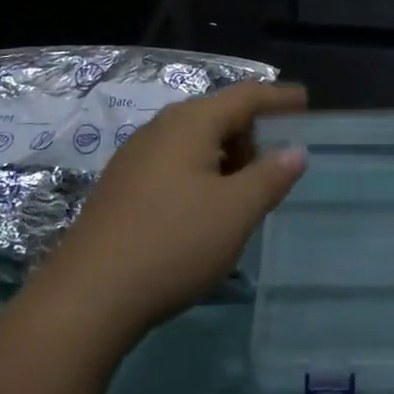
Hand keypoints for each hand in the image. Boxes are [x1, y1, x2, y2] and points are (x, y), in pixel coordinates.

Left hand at [35, 81, 308, 341]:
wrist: (88, 297)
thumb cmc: (174, 243)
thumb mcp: (237, 210)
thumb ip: (271, 175)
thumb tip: (295, 150)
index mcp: (190, 123)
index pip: (245, 97)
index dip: (278, 98)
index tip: (305, 100)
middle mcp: (159, 130)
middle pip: (217, 116)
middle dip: (253, 133)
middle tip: (280, 160)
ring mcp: (134, 160)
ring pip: (194, 144)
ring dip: (228, 158)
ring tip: (249, 189)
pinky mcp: (121, 189)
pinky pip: (174, 166)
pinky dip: (202, 175)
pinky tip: (208, 209)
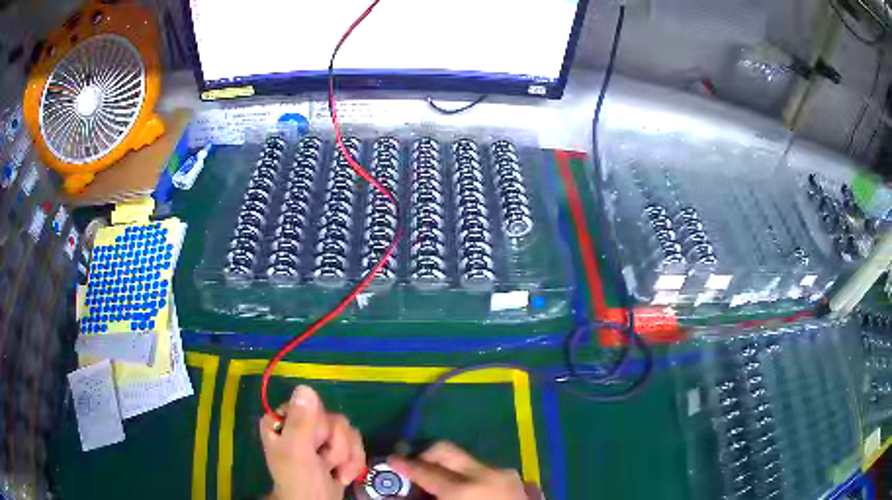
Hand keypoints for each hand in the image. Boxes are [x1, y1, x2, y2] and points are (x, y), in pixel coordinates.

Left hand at [260, 385, 365, 499]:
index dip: (318, 427)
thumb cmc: (300, 482)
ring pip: (347, 431)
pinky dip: (353, 462)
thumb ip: (301, 422)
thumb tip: (305, 387)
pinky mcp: (336, 449)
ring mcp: (318, 438)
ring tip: (333, 472)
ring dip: (345, 457)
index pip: (310, 404)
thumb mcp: (297, 452)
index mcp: (281, 420)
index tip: (314, 446)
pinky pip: (356, 443)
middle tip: (323, 463)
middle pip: (332, 418)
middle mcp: (299, 424)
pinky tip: (342, 475)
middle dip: (335, 446)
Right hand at [388, 441, 538, 499]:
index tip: (391, 460)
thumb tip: (406, 493)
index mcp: (464, 490)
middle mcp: (485, 473)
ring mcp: (503, 473)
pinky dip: (467, 475)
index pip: (426, 471)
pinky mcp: (515, 478)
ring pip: (466, 459)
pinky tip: (463, 491)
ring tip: (438, 483)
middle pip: (446, 450)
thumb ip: (426, 499)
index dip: (404, 465)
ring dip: (448, 467)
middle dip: (425, 454)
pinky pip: (483, 470)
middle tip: (412, 466)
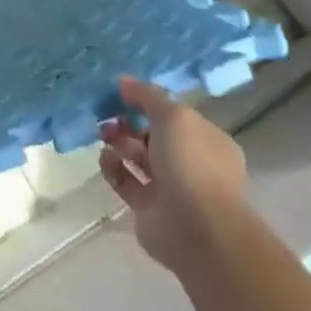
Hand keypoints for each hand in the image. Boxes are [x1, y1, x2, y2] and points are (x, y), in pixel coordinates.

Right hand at [100, 77, 253, 279]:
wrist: (196, 229)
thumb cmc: (191, 164)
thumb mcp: (174, 116)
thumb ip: (148, 96)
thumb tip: (124, 81)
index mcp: (207, 142)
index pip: (175, 117)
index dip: (148, 104)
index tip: (121, 95)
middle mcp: (191, 164)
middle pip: (153, 137)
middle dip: (129, 124)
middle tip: (107, 116)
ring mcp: (170, 189)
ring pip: (138, 158)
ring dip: (119, 143)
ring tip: (103, 135)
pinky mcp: (147, 208)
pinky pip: (125, 181)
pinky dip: (113, 168)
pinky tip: (104, 158)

------------------------------------------------

> _EXERCISE BRIEF_: Your copy should match the records above exactly, except that it contains no pictures.

> _RESULT OF THE TASK_:
Hand keypoints for each hand in the image. Boxes are [x1, y1, x2, y2] and points are (x, y), in pixel coordinates.

Left hand at [35, 81, 308, 341]:
wrist: (88, 297)
thumb cmc: (174, 243)
thumb mcp: (237, 210)
thumb ip: (271, 175)
thumb tip: (295, 150)
index mcp: (190, 123)
index pip: (245, 97)
index dip: (278, 98)
index tip: (305, 100)
middle mcp: (159, 130)
middle pip: (217, 116)
middle dip: (253, 133)
middle tip: (280, 160)
ring mcp: (134, 160)
ring pip: (194, 144)
ring dip: (228, 158)
ring tip: (249, 189)
pinky mcp: (121, 189)
pinky pip: (174, 166)
pinky dip: (202, 175)
pinky tip: (208, 209)
Hand keypoints for each hand in the image. Boxes are [x1, y1, x2, y2] and points are (x, y), in pixel coordinates.

Left hand at [260, 385, 365, 499]:
index dip: (318, 427)
thumb cmc: (300, 482)
ring pip: (347, 431)
pinky dip: (353, 462)
thumb ip: (301, 422)
thumb tip: (305, 387)
pinky mcp: (336, 449)
ring mcp: (318, 438)
ring tip: (333, 472)
ring dip: (345, 457)
index pip: (310, 404)
thumb mcp: (297, 452)
index mcp: (281, 420)
index tip: (314, 446)
pinky pip: (356, 443)
middle tip: (323, 463)
middle pip: (332, 418)
middle mcp: (299, 424)
pinky tip: (342, 475)
middle dip: (335, 446)
Right hand at [388, 441, 538, 499]:
index tip: (391, 460)
thumb tip: (406, 493)
index mcp: (464, 490)
middle mcp: (485, 473)
ring mcp: (503, 473)
pinky dip: (467, 475)
index pip: (426, 471)
pinky mcp: (515, 478)
ring pip: (466, 459)
pinky tip: (463, 491)
ring tip: (438, 483)
middle pip: (446, 450)
thumb ip: (426, 499)
index dip: (404, 465)
ring dip: (448, 467)
middle dip: (425, 454)
pinky pip: (483, 470)
middle tip: (412, 466)
Hand keypoints for each hand in the image. Boxes are [x1, y1, x2, y2] and points are (x, y), in pixel coordinates.

Right hand at [100, 77, 253, 279]:
wrist: (196, 229)
thumb cmc: (191, 164)
thumb mcp: (174, 116)
thumb ip: (148, 96)
thumb tip: (124, 81)
index mcp: (207, 142)
index pip: (175, 117)
index dip: (148, 104)
index tip: (121, 95)
middle mcp: (191, 164)
middle pip: (153, 137)
middle dip: (129, 124)
middle tip: (107, 116)
ring mcp: (170, 189)
ring pip: (138, 158)
ring dip: (119, 143)
ring tip: (103, 135)
pinky mcp: (147, 208)
pinky pip: (125, 181)
pinky dip: (113, 168)
pinky tip: (104, 158)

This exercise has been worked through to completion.